- **What you have to do**
Reproduce every line that appears below, precisely and completely.

- **Entries supplied**
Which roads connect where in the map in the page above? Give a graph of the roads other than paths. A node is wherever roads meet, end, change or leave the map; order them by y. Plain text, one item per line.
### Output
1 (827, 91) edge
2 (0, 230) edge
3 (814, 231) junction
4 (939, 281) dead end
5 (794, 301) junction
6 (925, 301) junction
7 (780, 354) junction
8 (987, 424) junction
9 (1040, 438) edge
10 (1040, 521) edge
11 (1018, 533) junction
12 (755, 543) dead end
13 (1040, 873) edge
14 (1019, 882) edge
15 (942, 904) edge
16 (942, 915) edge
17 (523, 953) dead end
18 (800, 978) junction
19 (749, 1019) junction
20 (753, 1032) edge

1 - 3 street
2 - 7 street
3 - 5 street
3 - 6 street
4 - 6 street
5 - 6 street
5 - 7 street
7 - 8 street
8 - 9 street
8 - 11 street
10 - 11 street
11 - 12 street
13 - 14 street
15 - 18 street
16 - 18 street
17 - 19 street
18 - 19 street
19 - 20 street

- **Written response**
Which roads connect where in the map in the page above? Give a graph of the roads other than paths. A node is wherever roads meet, end, change or leave the map; order them by y. Plain text, one item per line.
### Output
1 (827, 91) edge
2 (0, 230) edge
3 (814, 231) junction
4 (939, 281) dead end
5 (794, 301) junction
6 (925, 301) junction
7 (780, 354) junction
8 (987, 424) junction
9 (1040, 438) edge
10 (1040, 521) edge
11 (1018, 533) junction
12 (755, 543) dead end
13 (1040, 873) edge
14 (1019, 882) edge
15 (942, 904) edge
16 (942, 915) edge
17 (523, 953) dead end
18 (800, 978) junction
19 (749, 1019) junction
20 (753, 1032) edge

1 - 3 street
2 - 7 street
3 - 5 street
3 - 6 street
4 - 6 street
5 - 6 street
5 - 7 street
7 - 8 street
8 - 9 street
8 - 11 street
10 - 11 street
11 - 12 street
13 - 14 street
15 - 18 street
16 - 18 street
17 - 19 street
18 - 19 street
19 - 20 street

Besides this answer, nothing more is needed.